Derek Bell, ASE chief executive, said that many schools do not demonstrate exciting experiments because they wrongly believe them to be banned.
"There are a number of myths that have been perpetuated," he said. "We have to realise there is a lot more freedom for teachers to do things than they are led to believe.
"Most experiments are not banned. People use it as an excuse and say you can't do it because of health and safety."
Dr Bell's comments follow a report last year by the Royal Society of Chemistry which showed that 70 per cent of schools have the incorrect belief that it is illegal for pupils to sample their own blood and 32 per cent thought pupils' own saliva samples were banned.

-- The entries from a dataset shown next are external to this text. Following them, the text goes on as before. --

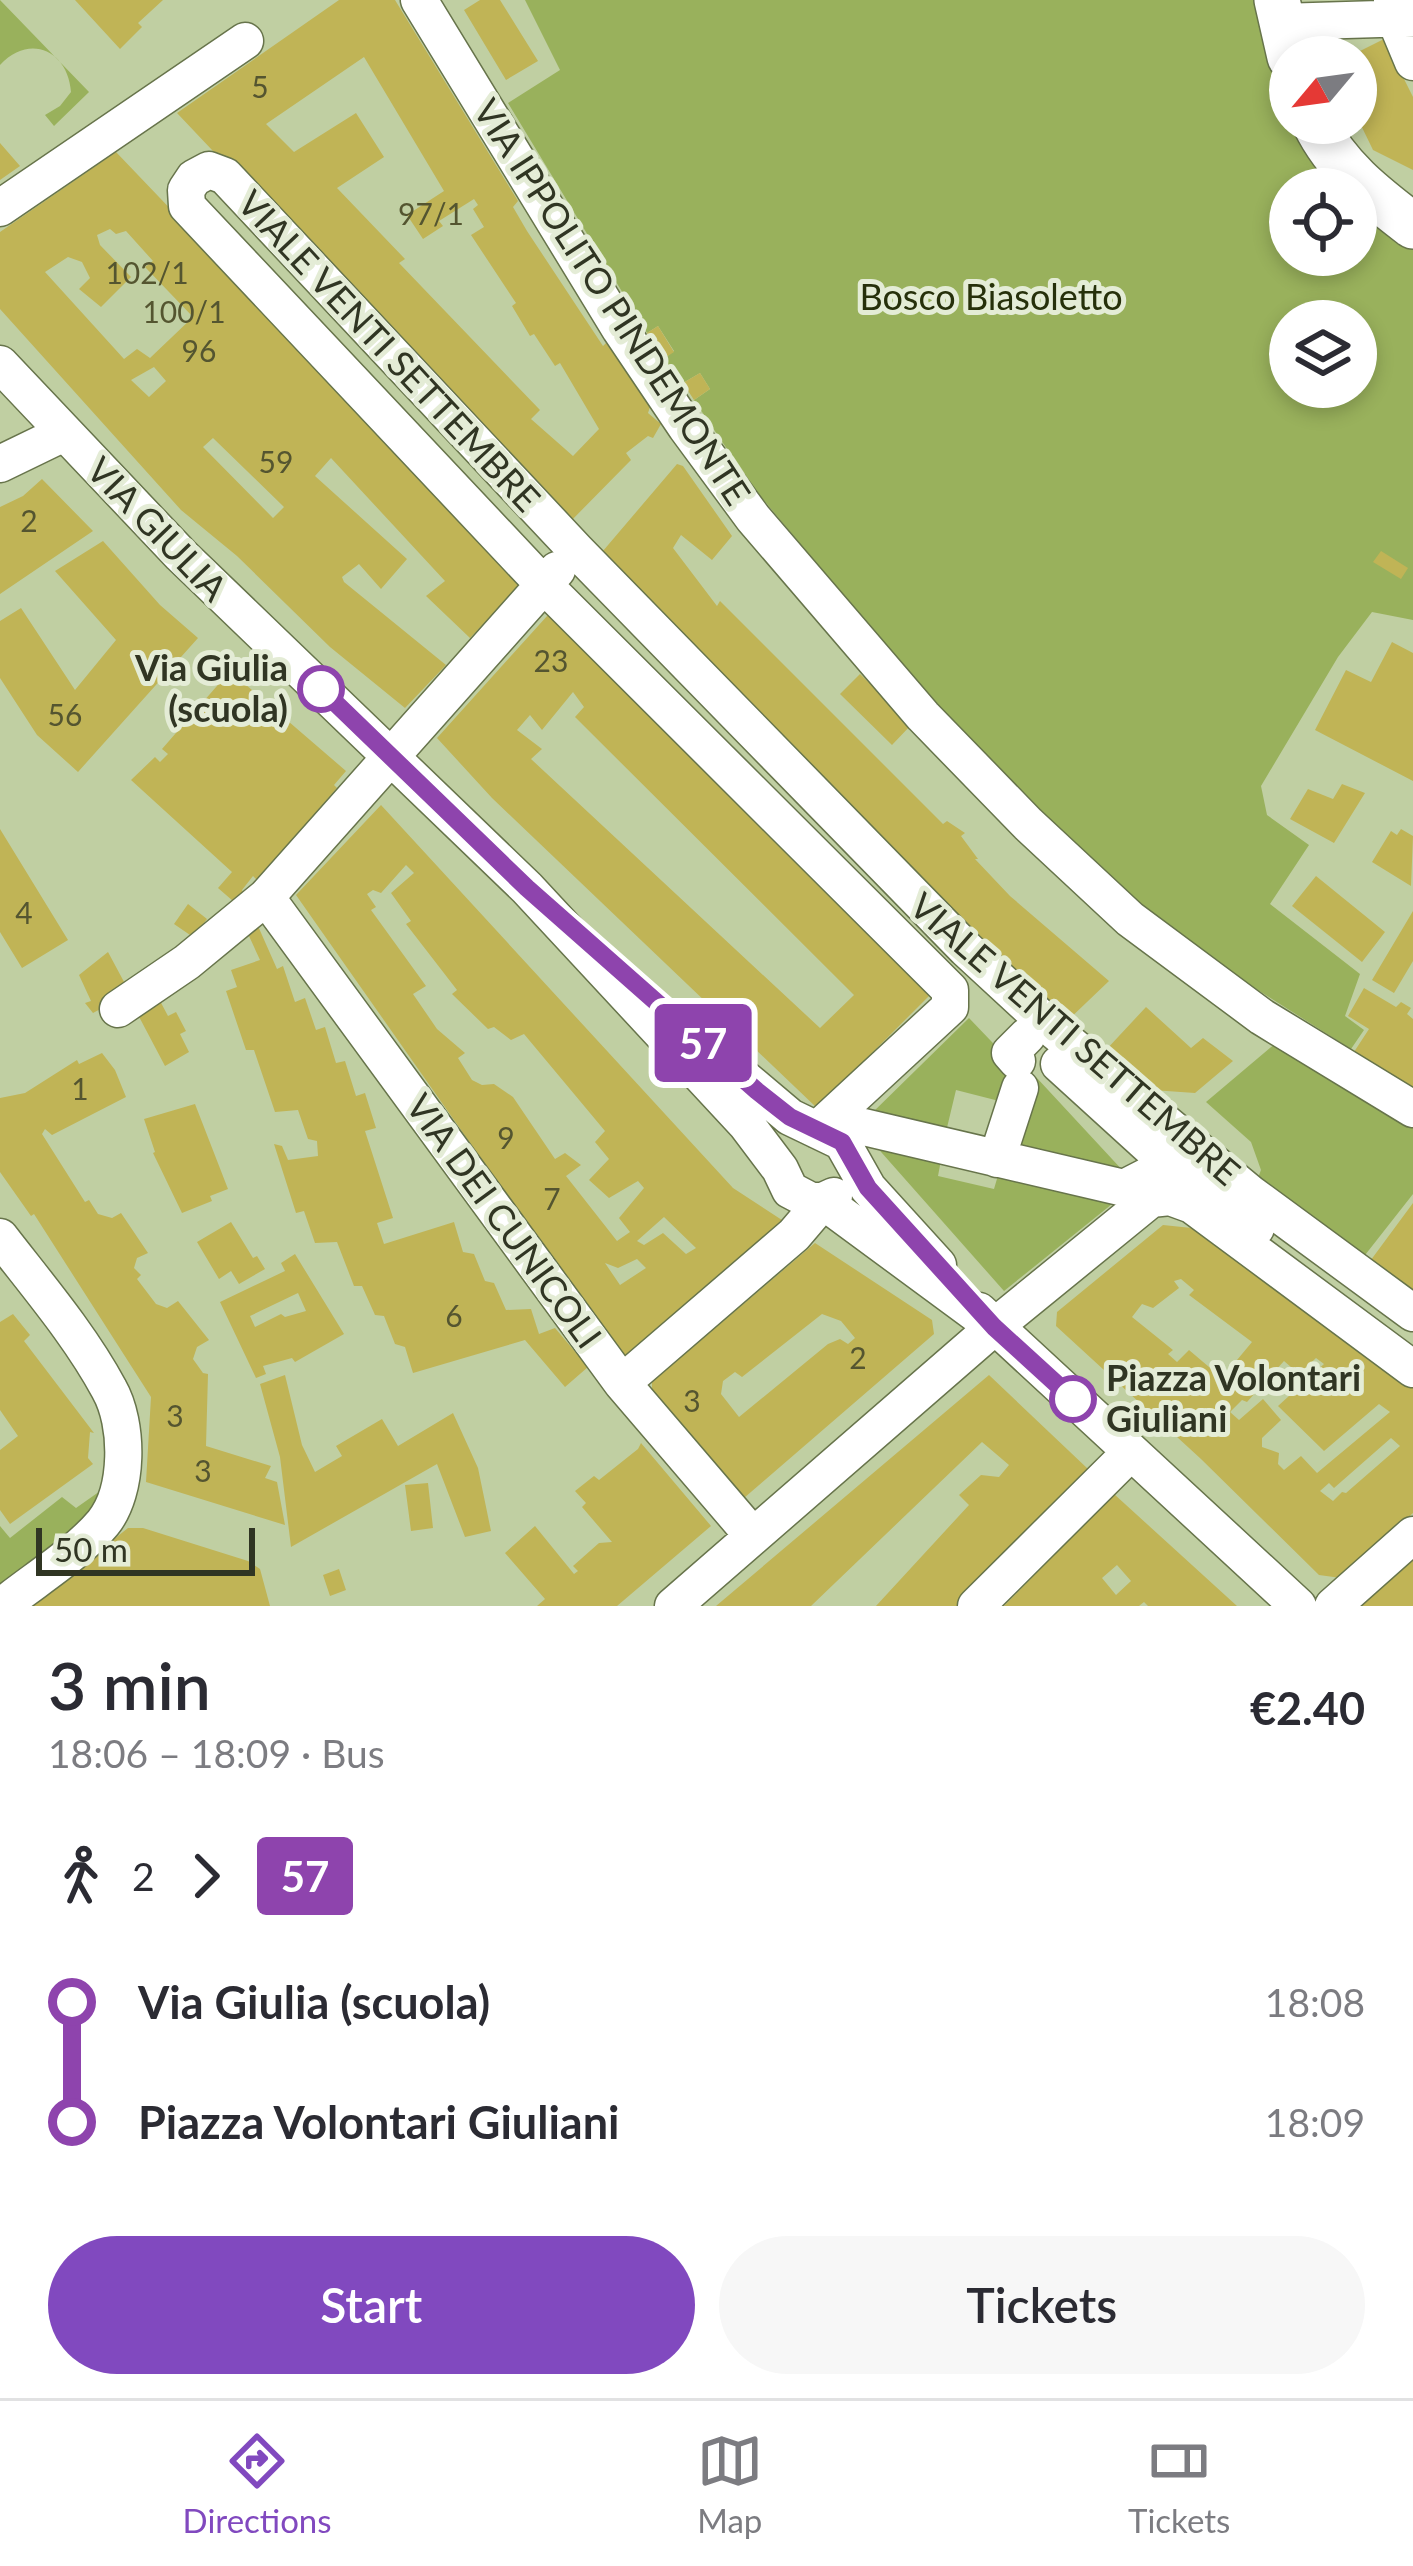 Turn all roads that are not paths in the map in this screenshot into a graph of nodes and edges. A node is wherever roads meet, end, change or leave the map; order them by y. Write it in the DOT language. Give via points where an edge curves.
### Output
graph roads {
  1 [pos="419,0"];
  2 [pos="1400,12"];
  3 [pos="1282,26"];
  4 [pos="245,40"];
  5 [pos="1413,62"];
  6 [pos="1326,144"];
  7 [pos="0,208"];
  8 [pos="232,216"];
  9 [pos="1413,226"];
  10 [pos="0,364"];
  11 [pos="64,433"];
  12 [pos="0,464"];
  13 [pos="559,568"];
  14 [pos="391,755"];
  15 [pos="527,888"];
  16 [pos="266,897"];
  17 [pos="118,1009"];
  18 [pos="1021,1062"];
  19 [pos="1413,1109"];
  20 [pos="833,1136"];
  21 [pos="997,1159"];
  22 [pos="780,1169"];
  23 [pos="1144,1188"];
  24 [pos="823,1201"];
  25 [pos="0,1237"];
  26 [pos="1413,1313"];
  27 [pos="994,1327"];
  28 [pos="1413,1343"];
  29 [pos="1413,1369"];
  30 [pos="622,1382"];
  31 [pos="1131,1453"];
  32 [pos="1413,1535"];
  33 [pos="752,1536"];
  34 [pos="2,1606"];
  35 [pos="673,1606"];
  36 [pos="976,1606"];
  37 [pos="1298,1606"];
  38 [pos="1333,1606"];
  1 -- 19 [label="street, VIA IPPOLITO PINDEMONTE" via="686,427 923,716 1130,919 1262,1017"];
  2 -- 3 [label="street"];
  2 -- 5 [label="street"];
  4 -- 7 [label="street"];
  6 -- 9 [label="main road" via="1360,185"];
  8 -- 13 [label="street, VIALE VENTI SETTEMBRE"];
  10 -- 11 [label="street, VIA GIULIA"];
  11 -- 12 [label="street"];
  11 -- 14 [label="street, VIA GIULIA"];
  13 -- 13 [label="street, VIALE VENTI SETTEMBRE" via="225,176 209,170 194,178 188,206"];
  13 -- 14 [label="street"];
  13 -- 18 [label="street, VIALE VENTI SETTEMBRE"];
  13 -- 20 [label="street, VIALE VENTI SETTEMBRE" via="953,999"];
  13 -- 26 [label="street, VIALE VENTI SETTEMBRE" via="1042,1019 1251,1194"];
  14 -- 15 [label="street, VIA GIULIA"];
  14 -- 16 [label="street"];
  15 -- 20 [label="street, VIA GIULIA" via="757,1091"];
  15 -- 22 [label="street, VIA GIULIA"];
  16 -- 17 [label="street"];
  16 -- 30 [label="street, VIA DEI CUNICOLI"];
  18 -- 21 [label="street"];
  18 -- 23 [label="street, VIALE VENTI SETTEMBRE"];
  20 -- 21 [label="street"];
  20 -- 22 [label="street" via="792,1139"];
  20 -- 24 [label="street" via="848,1181"];
  20 -- 27 [label="street, VIA GIULIA" via="868,1188"];
  21 -- 23 [label="street"];
  22 -- 24 [label="street, VIA GIULIA" via="790,1190"];
  23 -- 27 [label="street" via="1145,1202"];
  23 -- 28 [label="street, VIALE VENTI SETTEMBRE"];
  23 -- 29 [label="street, VIALE VENTI SETTEMBRE" via="1192,1205"];
  24 -- 27 [label="street, VIA GIULIA"];
  24 -- 30 [label="street"];
  25 -- 34 [label="street" via="112,1392 122,1473 103,1523"];
  27 -- 31 [label="street, VIA GIULIA"];
  27 -- 33 [label="street"];
  30 -- 33 [label="street, VIA DEI CUNICOLI"];
  31 -- 36 [label="street"];
  31 -- 37 [label="street, VIA GIULIA"];
  32 -- 38 [label="street"];
  33 -- 35 [label="street"];
}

Other common misconceptions included the belief that the keeping of giant African land snails was banned, as was the ammonium dichromate volcano experiment and demonstrations of protactinium generators which are used to measure the half-life of radioactive materials.

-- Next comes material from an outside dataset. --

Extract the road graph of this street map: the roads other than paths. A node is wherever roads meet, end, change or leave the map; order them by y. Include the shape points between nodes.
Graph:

The ASE has asked Sir Mike Tomlinson, the former chief inspector who has led two major government inquiries, to head an investigation into school science. Sir Mike is the ASE's outgoing president.

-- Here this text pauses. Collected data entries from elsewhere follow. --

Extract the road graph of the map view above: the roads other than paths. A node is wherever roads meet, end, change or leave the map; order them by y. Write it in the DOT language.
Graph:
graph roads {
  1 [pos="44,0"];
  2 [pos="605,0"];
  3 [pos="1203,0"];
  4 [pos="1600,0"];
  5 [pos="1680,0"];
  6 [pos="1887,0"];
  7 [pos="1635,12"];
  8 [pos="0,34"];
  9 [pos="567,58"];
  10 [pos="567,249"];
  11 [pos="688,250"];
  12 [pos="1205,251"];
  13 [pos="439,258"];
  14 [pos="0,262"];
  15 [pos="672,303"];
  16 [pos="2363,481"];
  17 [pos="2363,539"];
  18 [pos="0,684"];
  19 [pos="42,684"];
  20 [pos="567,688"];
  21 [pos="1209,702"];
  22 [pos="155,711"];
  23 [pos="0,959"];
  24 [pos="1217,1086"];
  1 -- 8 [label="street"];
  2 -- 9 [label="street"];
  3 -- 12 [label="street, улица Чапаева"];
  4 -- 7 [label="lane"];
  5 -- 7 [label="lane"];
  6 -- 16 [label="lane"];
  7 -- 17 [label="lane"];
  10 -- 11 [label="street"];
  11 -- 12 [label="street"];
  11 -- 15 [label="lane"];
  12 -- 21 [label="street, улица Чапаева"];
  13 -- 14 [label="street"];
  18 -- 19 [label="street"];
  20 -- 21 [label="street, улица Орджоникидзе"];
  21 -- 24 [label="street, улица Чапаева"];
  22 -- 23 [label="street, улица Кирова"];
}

Teachers will be asked how the subject can be made more interesting, following repeated claims that science teaching is often seen as boring by pupils.
The investigation began before Christmas but was unveiled at the ASE annual conference.
It will focus on the difficulties of creating lively lessons and how to react to teachers' reluctance to carry out experiments. The ASE says many teachers believe that the key stage 3 Qualifications and Curriculum Authority work schemes limit their ability to be innovative in their teaching.
Yet the work schemes are not compulsory. The review will consider how to get this message across to staff and encourage innovation.
The inquiry is expected to touch on the issue of GCSE coursework, which is widely seen as demotivating and formulaic for pupils - a problem recognised by the QCA in its annual report on science.